> _What needs to be done_
Scan the data below and copy each line where "dead" occurs.

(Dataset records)
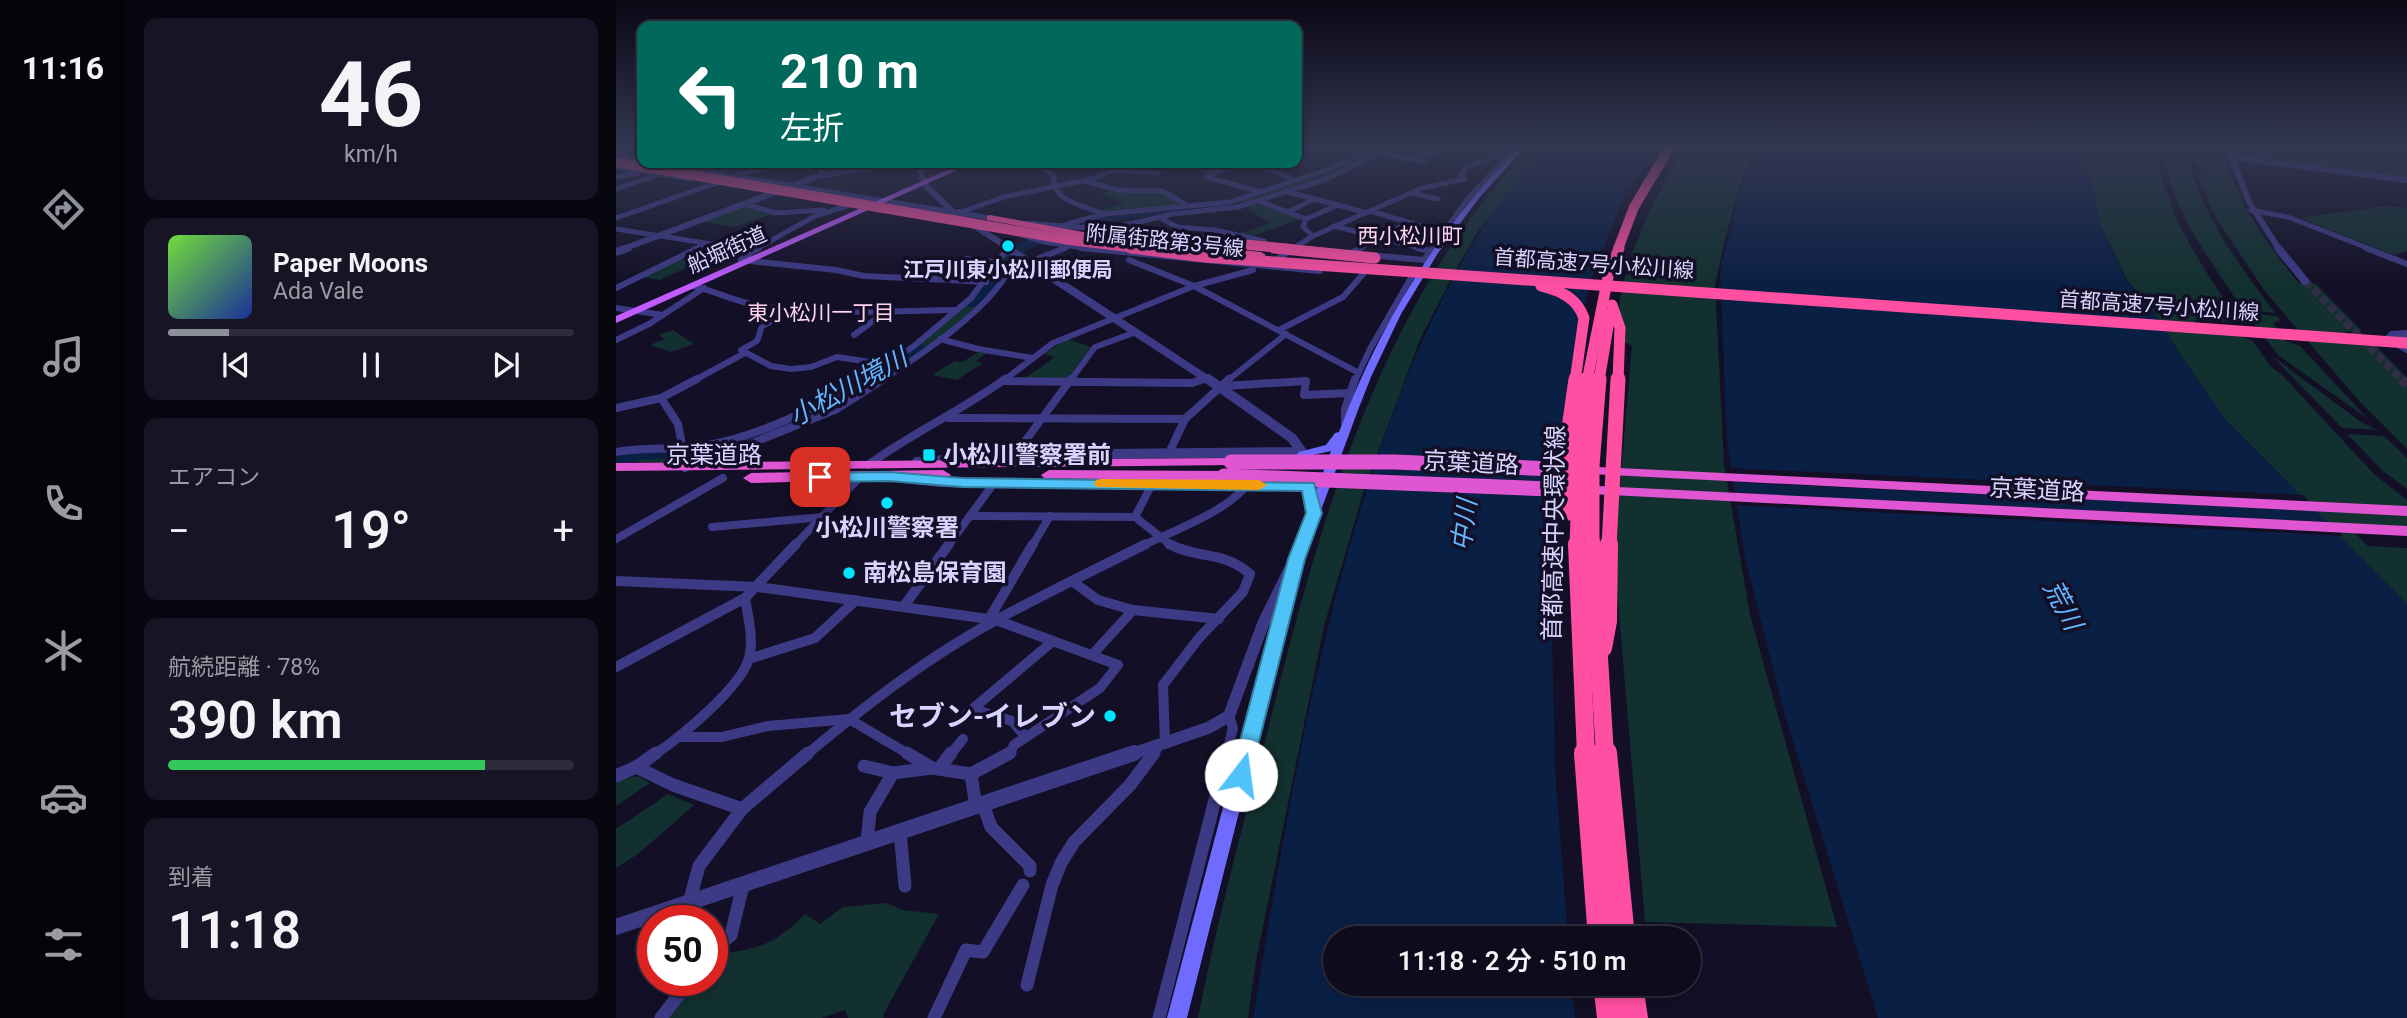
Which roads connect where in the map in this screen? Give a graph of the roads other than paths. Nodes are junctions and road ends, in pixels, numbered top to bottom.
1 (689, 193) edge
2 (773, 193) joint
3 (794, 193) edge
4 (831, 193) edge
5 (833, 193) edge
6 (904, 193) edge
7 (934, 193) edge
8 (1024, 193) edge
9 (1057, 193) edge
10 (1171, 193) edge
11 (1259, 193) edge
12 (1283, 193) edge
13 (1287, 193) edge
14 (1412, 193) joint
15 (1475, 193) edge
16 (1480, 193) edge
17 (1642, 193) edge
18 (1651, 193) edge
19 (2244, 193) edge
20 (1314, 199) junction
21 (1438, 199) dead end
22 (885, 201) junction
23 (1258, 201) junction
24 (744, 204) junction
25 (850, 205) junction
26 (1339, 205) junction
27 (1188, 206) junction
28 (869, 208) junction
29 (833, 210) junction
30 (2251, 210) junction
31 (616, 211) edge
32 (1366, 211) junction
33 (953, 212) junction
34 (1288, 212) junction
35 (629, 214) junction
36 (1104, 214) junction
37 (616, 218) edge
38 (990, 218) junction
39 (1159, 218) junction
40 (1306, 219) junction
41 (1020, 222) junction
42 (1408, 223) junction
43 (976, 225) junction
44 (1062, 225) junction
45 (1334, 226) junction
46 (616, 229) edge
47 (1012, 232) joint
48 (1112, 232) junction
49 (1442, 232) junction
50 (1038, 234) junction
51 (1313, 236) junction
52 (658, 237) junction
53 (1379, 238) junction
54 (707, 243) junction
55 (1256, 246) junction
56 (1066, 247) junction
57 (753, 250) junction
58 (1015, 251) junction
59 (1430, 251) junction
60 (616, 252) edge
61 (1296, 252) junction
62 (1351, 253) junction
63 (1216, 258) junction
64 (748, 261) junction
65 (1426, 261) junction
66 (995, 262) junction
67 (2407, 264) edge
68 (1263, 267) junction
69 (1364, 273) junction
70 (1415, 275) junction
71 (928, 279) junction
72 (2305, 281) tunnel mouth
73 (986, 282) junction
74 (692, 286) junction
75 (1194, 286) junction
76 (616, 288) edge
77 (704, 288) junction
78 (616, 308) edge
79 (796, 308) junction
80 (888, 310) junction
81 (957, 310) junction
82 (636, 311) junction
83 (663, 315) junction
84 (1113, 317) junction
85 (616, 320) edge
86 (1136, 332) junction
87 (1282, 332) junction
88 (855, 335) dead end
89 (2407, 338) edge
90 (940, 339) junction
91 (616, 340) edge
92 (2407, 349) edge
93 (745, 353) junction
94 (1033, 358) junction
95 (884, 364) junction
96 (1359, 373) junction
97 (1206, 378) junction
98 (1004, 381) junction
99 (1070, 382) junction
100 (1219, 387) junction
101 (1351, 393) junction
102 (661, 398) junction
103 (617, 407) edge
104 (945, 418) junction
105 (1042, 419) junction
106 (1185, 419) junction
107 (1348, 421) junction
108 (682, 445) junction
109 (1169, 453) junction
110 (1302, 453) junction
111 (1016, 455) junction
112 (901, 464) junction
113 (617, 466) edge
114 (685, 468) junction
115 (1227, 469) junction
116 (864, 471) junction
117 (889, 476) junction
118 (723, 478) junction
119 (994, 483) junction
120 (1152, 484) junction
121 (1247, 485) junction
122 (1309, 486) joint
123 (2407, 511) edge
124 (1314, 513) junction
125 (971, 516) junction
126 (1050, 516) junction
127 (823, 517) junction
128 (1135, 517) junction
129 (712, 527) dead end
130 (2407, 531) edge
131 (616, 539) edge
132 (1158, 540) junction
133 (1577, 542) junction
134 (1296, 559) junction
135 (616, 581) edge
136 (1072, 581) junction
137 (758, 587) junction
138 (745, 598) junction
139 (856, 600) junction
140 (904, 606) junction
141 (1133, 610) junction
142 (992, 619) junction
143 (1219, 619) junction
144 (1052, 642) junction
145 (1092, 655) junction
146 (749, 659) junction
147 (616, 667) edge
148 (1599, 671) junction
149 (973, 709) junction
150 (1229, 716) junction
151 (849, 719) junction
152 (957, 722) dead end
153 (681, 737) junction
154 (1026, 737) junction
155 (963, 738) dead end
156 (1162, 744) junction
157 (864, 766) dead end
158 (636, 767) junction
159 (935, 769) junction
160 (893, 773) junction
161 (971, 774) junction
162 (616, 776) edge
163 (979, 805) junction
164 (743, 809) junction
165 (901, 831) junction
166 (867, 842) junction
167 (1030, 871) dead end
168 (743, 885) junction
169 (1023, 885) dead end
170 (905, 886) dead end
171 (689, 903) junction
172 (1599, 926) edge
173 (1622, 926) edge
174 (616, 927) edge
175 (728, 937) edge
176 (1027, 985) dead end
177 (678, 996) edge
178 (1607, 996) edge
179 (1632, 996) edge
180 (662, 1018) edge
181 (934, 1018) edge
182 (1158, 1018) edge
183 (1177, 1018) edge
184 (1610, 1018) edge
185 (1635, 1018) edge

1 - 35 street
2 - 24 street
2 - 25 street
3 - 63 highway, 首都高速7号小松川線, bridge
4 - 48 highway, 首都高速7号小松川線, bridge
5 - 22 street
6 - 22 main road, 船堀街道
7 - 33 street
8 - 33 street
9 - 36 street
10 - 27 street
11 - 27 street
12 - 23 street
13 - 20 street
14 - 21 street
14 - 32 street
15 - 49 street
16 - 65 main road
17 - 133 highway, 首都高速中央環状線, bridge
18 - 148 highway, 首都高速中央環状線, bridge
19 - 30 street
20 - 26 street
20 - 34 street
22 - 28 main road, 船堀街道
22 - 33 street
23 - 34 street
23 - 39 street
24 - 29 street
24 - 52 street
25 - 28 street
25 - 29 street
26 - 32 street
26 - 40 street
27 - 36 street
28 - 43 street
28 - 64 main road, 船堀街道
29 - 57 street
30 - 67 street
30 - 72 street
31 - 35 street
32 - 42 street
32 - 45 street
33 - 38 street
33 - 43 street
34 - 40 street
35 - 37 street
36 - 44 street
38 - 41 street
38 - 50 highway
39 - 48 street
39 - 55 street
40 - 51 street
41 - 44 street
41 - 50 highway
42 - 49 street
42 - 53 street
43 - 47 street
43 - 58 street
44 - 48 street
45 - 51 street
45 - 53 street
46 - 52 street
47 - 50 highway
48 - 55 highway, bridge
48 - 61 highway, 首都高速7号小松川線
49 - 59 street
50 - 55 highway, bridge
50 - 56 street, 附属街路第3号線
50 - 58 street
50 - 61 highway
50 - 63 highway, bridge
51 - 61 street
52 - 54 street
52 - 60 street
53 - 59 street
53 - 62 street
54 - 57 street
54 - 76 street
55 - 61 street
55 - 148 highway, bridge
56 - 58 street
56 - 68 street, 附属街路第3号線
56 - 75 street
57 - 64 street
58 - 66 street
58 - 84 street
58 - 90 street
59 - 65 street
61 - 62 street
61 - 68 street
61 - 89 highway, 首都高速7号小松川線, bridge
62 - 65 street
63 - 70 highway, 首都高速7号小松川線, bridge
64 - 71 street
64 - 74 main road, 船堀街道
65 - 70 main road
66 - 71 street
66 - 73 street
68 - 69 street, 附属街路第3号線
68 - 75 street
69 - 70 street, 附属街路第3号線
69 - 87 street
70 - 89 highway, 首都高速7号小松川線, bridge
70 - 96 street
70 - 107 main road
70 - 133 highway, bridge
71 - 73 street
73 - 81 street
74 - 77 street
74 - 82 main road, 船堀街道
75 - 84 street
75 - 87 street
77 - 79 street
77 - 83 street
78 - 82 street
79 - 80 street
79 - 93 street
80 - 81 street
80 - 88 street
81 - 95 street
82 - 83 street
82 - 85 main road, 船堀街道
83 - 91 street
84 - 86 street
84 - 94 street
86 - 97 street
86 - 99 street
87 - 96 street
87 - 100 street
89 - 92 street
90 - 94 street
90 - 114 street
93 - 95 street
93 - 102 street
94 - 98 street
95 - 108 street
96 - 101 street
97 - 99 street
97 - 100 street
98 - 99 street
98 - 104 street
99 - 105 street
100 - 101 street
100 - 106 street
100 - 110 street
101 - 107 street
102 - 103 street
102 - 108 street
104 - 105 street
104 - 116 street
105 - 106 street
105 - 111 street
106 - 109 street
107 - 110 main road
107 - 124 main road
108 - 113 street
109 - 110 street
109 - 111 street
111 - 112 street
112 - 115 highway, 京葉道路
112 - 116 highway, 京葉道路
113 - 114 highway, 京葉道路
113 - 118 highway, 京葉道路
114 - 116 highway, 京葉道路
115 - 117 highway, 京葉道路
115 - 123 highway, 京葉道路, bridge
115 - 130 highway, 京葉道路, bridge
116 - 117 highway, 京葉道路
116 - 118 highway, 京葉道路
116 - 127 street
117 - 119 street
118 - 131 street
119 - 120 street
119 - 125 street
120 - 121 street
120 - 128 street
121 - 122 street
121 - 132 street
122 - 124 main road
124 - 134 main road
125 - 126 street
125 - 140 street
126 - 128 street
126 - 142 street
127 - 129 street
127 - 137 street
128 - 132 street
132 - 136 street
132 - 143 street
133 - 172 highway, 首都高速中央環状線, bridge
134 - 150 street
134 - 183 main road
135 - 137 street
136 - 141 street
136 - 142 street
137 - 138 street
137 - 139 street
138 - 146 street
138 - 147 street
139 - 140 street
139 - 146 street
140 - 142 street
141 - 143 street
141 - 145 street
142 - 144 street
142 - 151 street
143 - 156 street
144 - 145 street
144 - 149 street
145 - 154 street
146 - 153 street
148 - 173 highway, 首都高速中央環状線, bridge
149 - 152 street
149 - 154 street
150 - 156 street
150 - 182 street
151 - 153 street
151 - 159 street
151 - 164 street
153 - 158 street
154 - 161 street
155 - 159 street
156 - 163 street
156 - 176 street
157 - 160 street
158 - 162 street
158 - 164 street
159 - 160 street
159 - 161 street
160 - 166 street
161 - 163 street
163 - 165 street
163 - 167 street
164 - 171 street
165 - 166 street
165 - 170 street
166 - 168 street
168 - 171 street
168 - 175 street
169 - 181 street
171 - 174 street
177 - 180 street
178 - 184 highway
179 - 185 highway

> _Exercise response_
21 (1438, 199) dead end
88 (855, 335) dead end
129 (712, 527) dead end
152 (957, 722) dead end
155 (963, 738) dead end
157 (864, 766) dead end
167 (1030, 871) dead end
169 (1023, 885) dead end
170 (905, 886) dead end
176 (1027, 985) dead end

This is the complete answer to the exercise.